Une fois sur la terre ferme, nous fûmes bien cinq ou six minutes à nous remettre du vertige que procure cette traversée à travers flots. Zara, qui avait poussé des cris de panthère effarée à chaque craquement de la schelingue, était évanouie sur le sol. Le général F… lui prodiguait ses soins. Quant au consul, il se secouait comme un chien trempé, et, pour la première fois de sa vie, il avouait que l’ablution était trop complète.

En véritables gentlemen, l’amiral de Verninac et moi nous répondions aux politesses que nous adressaient l’aide de camp et le secrétaire du gouverneur de Madras, qui s’étaient trouvés là pour nous recevoir, tout ruisselants, au sortir de la vague.

Pour expliquer la présence de ces messieurs sur la plage, il me suffira de dire que le steamer, au moment où notre schelingue quittait ses flancs, avait hissé le pavillon tricolore à son mât d’artimon en l’assurant d’un coup de canon, afin d’indiquer le débarquement d’un officier général. Le gouverneur avait immédiatement chargé l’un de ses aides de camp et le secrétaire de la présidence d’inviter de sa part le débarquant et sa suite à descendre au palais du gouvernement.

L’amiral remercia vivement les envoyés de lord H…, mais il s’excusa sur le nombre de ses compagnons de voyage, et déclina l’offre gracieuse qui lui était faite.
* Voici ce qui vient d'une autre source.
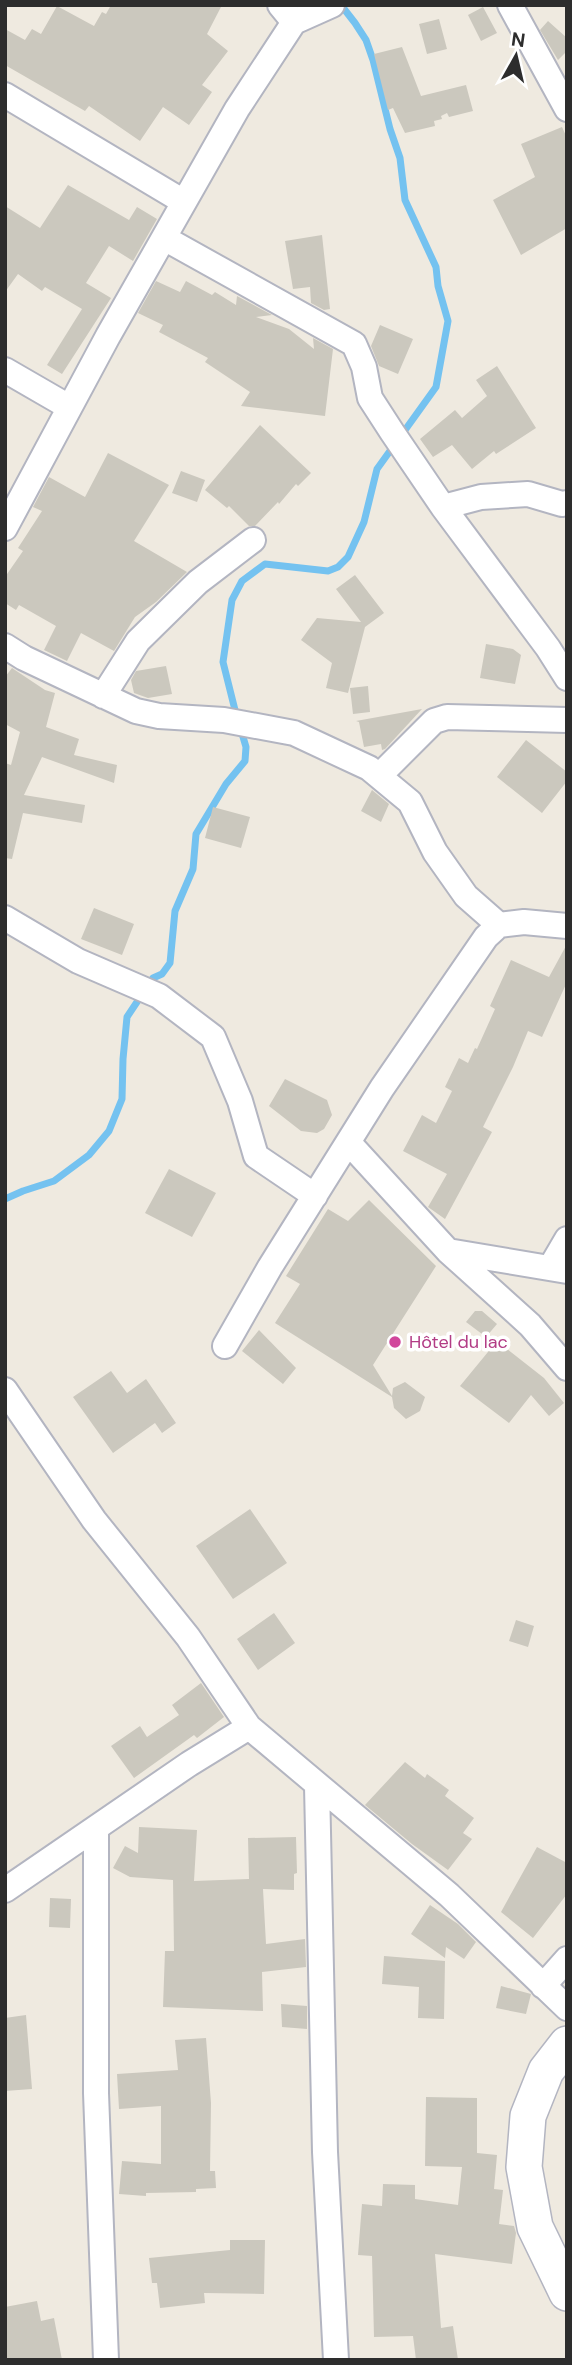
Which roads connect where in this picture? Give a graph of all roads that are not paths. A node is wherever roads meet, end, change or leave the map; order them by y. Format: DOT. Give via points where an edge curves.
graph roads {
  1 [pos="510,5"];
  2 [pos="304,12"];
  3 [pos="5,95"];
  4 [pos="567,109"];
  5 [pos="184,202"];
  6 [pos="164,238"];
  7 [pos="5,370"];
  8 [pos="69,407"];
  9 [pos="567,503"];
  10 [pos="443,507"];
  11 [pos="5,528"];
  12 [pos="253,540"];
  13 [pos="5,646"];
  14 [pos="567,678"];
  15 [pos="103,696"];
  16 [pos="567,720"];
  17 [pos="379,776"];
  18 [pos="5,918"];
  19 [pos="499,925"];
  20 [pos="567,926"];
  21 [pos="349,1143"];
  22 [pos="315,1196"];
  23 [pos="567,1239"];
  24 [pos="448,1251"];
  25 [pos="558,1270"];
  26 [pos="225,1346"];
  27 [pos="567,1368"];
  28 [pos="5,1391"];
  29 [pos="249,1727"];
  30 [pos="317,1786"];
  31 [pos="96,1829"];
  32 [pos="5,1890"];
  33 [pos="567,1959"];
  34 [pos="543,1986"];
  35 [pos="567,2008"];
  36 [pos="567,2044"];
  37 [pos="567,2293"];
  38 [pos="106,2360"];
  39 [pos="335,2360"];
  1 -- 4 [label="street"];
  2 -- 5 [label="street" via="237,109"];
  3 -- 5 [label="street"];
  5 -- 6 [label="street"];
  6 -- 8 [label="street"];
  6 -- 10 [label="street" via="354,344 370,398"];
  7 -- 8 [label="street"];
  8 -- 11 [label="street"];
  9 -- 10 [label="street" via="528,494 481,497"];
  10 -- 14 [label="street"];
  12 -- 15 [label="street" via="198,582 138,641"];
  13 -- 15 [label="street"];
  15 -- 17 [label="street" via="148,714 294,733"];
  16 -- 17 [label="street" via="447,717 434,721"];
  17 -- 19 [label="street" via="411,802 435,852 466,897"];
  18 -- 22 [label="street" via="78,961 159,996 213,1037 240,1101 256,1156"];
  19 -- 20 [label="street"];
  19 -- 21 [label="street" via="397,1066"];
  21 -- 22 [label="street"];
  21 -- 24 [label="street"];
  22 -- 26 [label="street"];
  23 -- 25 [label="street"];
  24 -- 25 [label="street"];
  24 -- 27 [label="street" via="530,1325"];
  28 -- 29 [label="street" via="94,1520 188,1637"];
  29 -- 30 [label="street"];
  29 -- 31 [label="street"];
  30 -- 34 [label="street" via="449,1895"];
  30 -- 39 [label="street"];
  31 -- 32 [label="street"];
  31 -- 38 [label="street" via="96,2092"];
  33 -- 34 [label="street"];
  34 -- 35 [label="street"];
  36 -- 37 [label="street" via="546,2071 528,2116 524,2167 535,2227"];
}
L’aide de camp lui demanda de profiter au moins de la voiture qu’ils avaient amenée avec eux et se mit à notre disposition pour nous conduire à l’hôtel.
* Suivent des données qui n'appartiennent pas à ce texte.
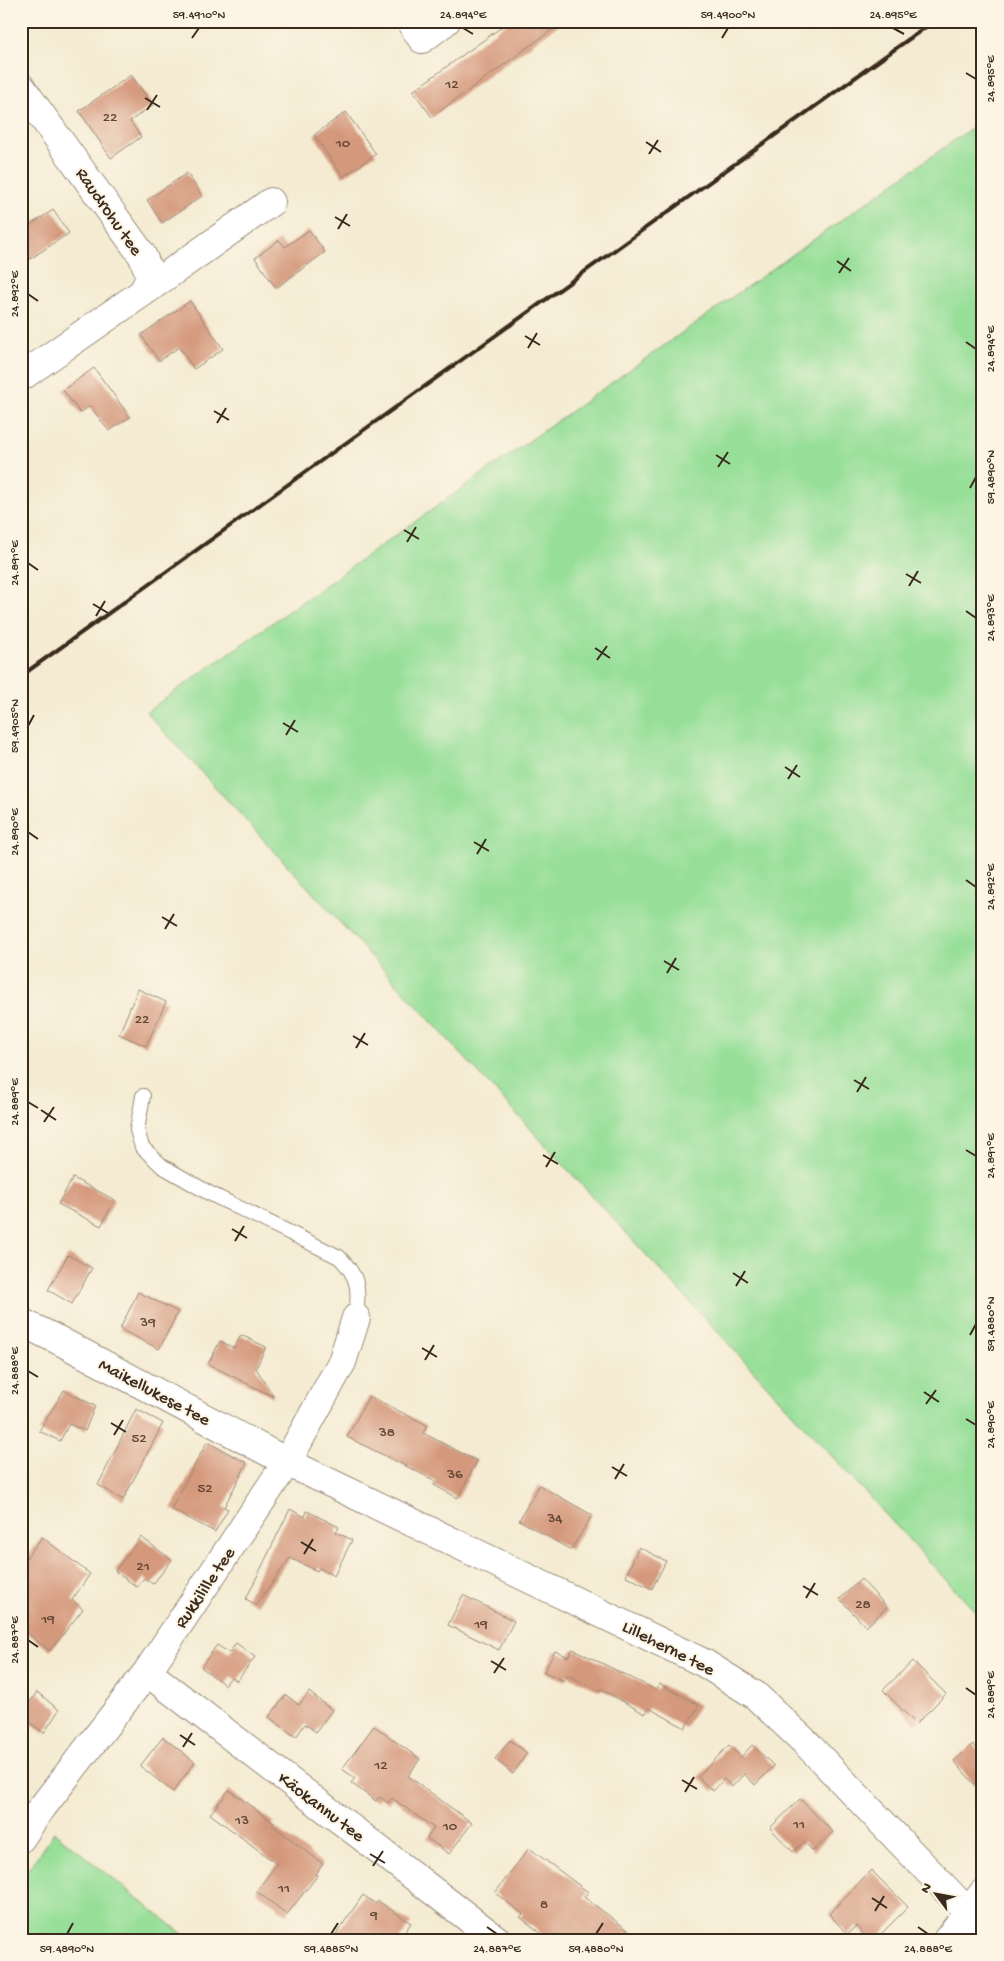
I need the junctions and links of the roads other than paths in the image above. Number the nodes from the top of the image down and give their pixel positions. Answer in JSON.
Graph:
{"nodes":[{"id":1,"x":410,"y":21,"type":"edge"},
{"id":2,"x":446,"y":21,"type":"edge"},
{"id":3,"x":21,"y":87,"type":"edge"},
{"id":4,"x":271,"y":202,"type":"dead end"},
{"id":5,"x":142,"y":293,"type":"junction"},
{"id":6,"x":21,"y":377,"type":"edge"},
{"id":7,"x":143,"y":1096,"type":"dead end"},
{"id":8,"x":356,"y":1318,"type":"joint"},
{"id":9,"x":21,"y":1322,"type":"edge"},
{"id":10,"x":287,"y":1462,"type":"junction"},
{"id":11,"x":147,"y":1672,"type":"junction"},
{"id":12,"x":21,"y":1838,"type":"edge"},
{"id":13,"x":978,"y":1911,"type":"edge"},
{"id":14,"x":497,"y":1940,"type":"edge"},
{"id":15,"x":946,"y":1940,"type":"edge"}],
"edges":[{"from":1,"to":2,"type":"street"},
{"from":3,"to":5,"type":"street","name":"Raudrohu tee"},
{"from":4,"to":5,"type":"street"},
{"from":5,"to":6,"type":"street"},
{"from":7,"to":8,"type":"lane"},
{"from":8,"to":10,"type":"street","name":"Rukkilille tee"},
{"from":9,"to":10,"type":"street","name":"Maikellukese tee"},
{"from":10,"to":11,"type":"street","name":"Rukkilille tee"},
{"from":10,"to":13,"type":"street","name":"Lilleherne tee"},
{"from":11,"to":12,"type":"street","name":"Rukkilille tee"},
{"from":11,"to":14,"type":"street","name":"Käokannu tee"},
{"from":13,"to":15,"type":"street"}]}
Nous laissâmes au consul et au général l’adresse du premier hôtel de la ville, et, prenant place dans la voiture du gouverneur, l’amiral, sa famille et moi, nous fûmes conduits en quelques minutes dans l’une des plus belles maisons de la Ville-Blanche, tout près de l’admirable esplanade qui remplit à Madras l’office de notre bois de Boulogne.

À peine installés, nous fîmes rapidement notre toilette, et, remontant en voiture, M. de Verninac et moi nous allâmes rendre visite au chef de la seconde présidence de l’empire des Indes.